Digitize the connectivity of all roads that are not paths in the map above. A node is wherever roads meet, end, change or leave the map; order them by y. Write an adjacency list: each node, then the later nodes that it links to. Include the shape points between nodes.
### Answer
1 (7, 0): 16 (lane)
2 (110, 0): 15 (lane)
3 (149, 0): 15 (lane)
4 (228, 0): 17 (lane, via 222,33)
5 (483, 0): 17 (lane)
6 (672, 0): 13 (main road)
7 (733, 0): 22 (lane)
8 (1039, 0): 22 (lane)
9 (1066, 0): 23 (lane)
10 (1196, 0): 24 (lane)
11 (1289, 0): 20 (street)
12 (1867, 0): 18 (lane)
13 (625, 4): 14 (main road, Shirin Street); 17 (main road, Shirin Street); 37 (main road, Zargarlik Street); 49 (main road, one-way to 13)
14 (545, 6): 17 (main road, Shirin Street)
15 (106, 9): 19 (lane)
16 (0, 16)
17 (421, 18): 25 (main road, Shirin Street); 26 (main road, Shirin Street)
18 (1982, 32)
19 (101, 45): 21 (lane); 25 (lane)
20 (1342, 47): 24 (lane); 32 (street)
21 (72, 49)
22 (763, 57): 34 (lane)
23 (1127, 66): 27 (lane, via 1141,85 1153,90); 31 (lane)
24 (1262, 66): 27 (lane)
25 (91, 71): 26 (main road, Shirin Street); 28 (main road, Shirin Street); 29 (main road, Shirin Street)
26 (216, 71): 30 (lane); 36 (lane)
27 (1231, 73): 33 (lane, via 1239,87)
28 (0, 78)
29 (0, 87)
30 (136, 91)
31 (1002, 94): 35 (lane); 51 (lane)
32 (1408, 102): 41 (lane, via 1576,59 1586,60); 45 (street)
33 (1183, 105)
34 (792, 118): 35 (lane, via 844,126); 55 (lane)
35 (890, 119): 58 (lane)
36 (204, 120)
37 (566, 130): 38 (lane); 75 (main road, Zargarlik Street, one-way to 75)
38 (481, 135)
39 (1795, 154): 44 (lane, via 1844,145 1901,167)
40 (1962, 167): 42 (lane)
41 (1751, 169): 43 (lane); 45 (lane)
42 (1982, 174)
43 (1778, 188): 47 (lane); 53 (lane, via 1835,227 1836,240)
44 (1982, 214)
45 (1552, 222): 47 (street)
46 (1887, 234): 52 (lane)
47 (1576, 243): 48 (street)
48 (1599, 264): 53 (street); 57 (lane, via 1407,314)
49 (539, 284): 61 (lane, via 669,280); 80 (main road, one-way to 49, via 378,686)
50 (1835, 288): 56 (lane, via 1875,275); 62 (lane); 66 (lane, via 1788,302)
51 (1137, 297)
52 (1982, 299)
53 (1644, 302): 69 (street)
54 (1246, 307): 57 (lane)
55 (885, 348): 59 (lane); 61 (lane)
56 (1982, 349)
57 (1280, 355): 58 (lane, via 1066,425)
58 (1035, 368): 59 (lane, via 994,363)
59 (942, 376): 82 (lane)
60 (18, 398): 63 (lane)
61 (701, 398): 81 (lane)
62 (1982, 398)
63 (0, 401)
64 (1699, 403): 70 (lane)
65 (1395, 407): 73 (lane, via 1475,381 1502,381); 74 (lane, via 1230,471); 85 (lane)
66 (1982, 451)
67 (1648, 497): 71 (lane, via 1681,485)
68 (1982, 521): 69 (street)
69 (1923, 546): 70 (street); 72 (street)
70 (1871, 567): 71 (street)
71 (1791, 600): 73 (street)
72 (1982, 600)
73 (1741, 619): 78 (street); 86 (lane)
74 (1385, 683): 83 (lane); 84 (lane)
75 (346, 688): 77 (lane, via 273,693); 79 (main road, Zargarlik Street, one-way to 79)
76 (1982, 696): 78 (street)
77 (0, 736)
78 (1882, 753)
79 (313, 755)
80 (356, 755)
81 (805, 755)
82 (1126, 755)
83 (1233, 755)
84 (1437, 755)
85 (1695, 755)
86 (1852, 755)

============================================================

» **BRIEF**
Your answer must be every record above, repeated exactly.

» **ANSWER**
Digitize the connectivity of all roads that are not paths in the map above. A node is wherever roads meet, end, change or leave the map; order them by y. Write an adjacency list: each node, then the later nodes that it links to. Include the shape points between nodes.
### Answer
1 (7, 0): 16 (lane)
2 (110, 0): 15 (lane)
3 (149, 0): 15 (lane)
4 (228, 0): 17 (lane, via 222,33)
5 (483, 0): 17 (lane)
6 (672, 0): 13 (main road)
7 (733, 0): 22 (lane)
8 (1039, 0): 22 (lane)
9 (1066, 0): 23 (lane)
10 (1196, 0): 24 (lane)
11 (1289, 0): 20 (street)
12 (1867, 0): 18 (lane)
13 (625, 4): 14 (main road, Shirin Street); 17 (main road, Shirin Street); 37 (main road, Zargarlik Street); 49 (main road, one-way to 13)
14 (545, 6): 17 (main road, Shirin Street)
15 (106, 9): 19 (lane)
16 (0, 16)
17 (421, 18): 25 (main road, Shirin Street); 26 (main road, Shirin Street)
18 (1982, 32)
19 (101, 45): 21 (lane); 25 (lane)
20 (1342, 47): 24 (lane); 32 (street)
21 (72, 49)
22 (763, 57): 34 (lane)
23 (1127, 66): 27 (lane, via 1141,85 1153,90); 31 (lane)
24 (1262, 66): 27 (lane)
25 (91, 71): 26 (main road, Shirin Street); 28 (main road, Shirin Street); 29 (main road, Shirin Street)
26 (216, 71): 30 (lane); 36 (lane)
27 (1231, 73): 33 (lane, via 1239,87)
28 (0, 78)
29 (0, 87)
30 (136, 91)
31 (1002, 94): 35 (lane); 51 (lane)
32 (1408, 102): 41 (lane, via 1576,59 1586,60); 45 (street)
33 (1183, 105)
34 (792, 118): 35 (lane, via 844,126); 55 (lane)
35 (890, 119): 58 (lane)
36 (204, 120)
37 (566, 130): 38 (lane); 75 (main road, Zargarlik Street, one-way to 75)
38 (481, 135)
39 (1795, 154): 44 (lane, via 1844,145 1901,167)
40 (1962, 167): 42 (lane)
41 (1751, 169): 43 (lane); 45 (lane)
42 (1982, 174)
43 (1778, 188): 47 (lane); 53 (lane, via 1835,227 1836,240)
44 (1982, 214)
45 (1552, 222): 47 (street)
46 (1887, 234): 52 (lane)
47 (1576, 243): 48 (street)
48 (1599, 264): 53 (street); 57 (lane, via 1407,314)
49 (539, 284): 61 (lane, via 669,280); 80 (main road, one-way to 49, via 378,686)
50 (1835, 288): 56 (lane, via 1875,275); 62 (lane); 66 (lane, via 1788,302)
51 (1137, 297)
52 (1982, 299)
53 (1644, 302): 69 (street)
54 (1246, 307): 57 (lane)
55 (885, 348): 59 (lane); 61 (lane)
56 (1982, 349)
57 (1280, 355): 58 (lane, via 1066,425)
58 (1035, 368): 59 (lane, via 994,363)
59 (942, 376): 82 (lane)
60 (18, 398): 63 (lane)
61 (701, 398): 81 (lane)
62 (1982, 398)
63 (0, 401)
64 (1699, 403): 70 (lane)
65 (1395, 407): 73 (lane, via 1475,381 1502,381); 74 (lane, via 1230,471); 85 (lane)
66 (1982, 451)
67 (1648, 497): 71 (lane, via 1681,485)
68 (1982, 521): 69 (street)
69 (1923, 546): 70 (street); 72 (street)
70 (1871, 567): 71 (street)
71 (1791, 600): 73 (street)
72 (1982, 600)
73 (1741, 619): 78 (street); 86 (lane)
74 (1385, 683): 83 (lane); 84 (lane)
75 (346, 688): 77 (lane, via 273,693); 79 (main road, Zargarlik Street, one-way to 79)
76 (1982, 696): 78 (street)
77 (0, 736)
78 (1882, 753)
79 (313, 755)
80 (356, 755)
81 (805, 755)
82 (1126, 755)
83 (1233, 755)
84 (1437, 755)
85 (1695, 755)
86 (1852, 755)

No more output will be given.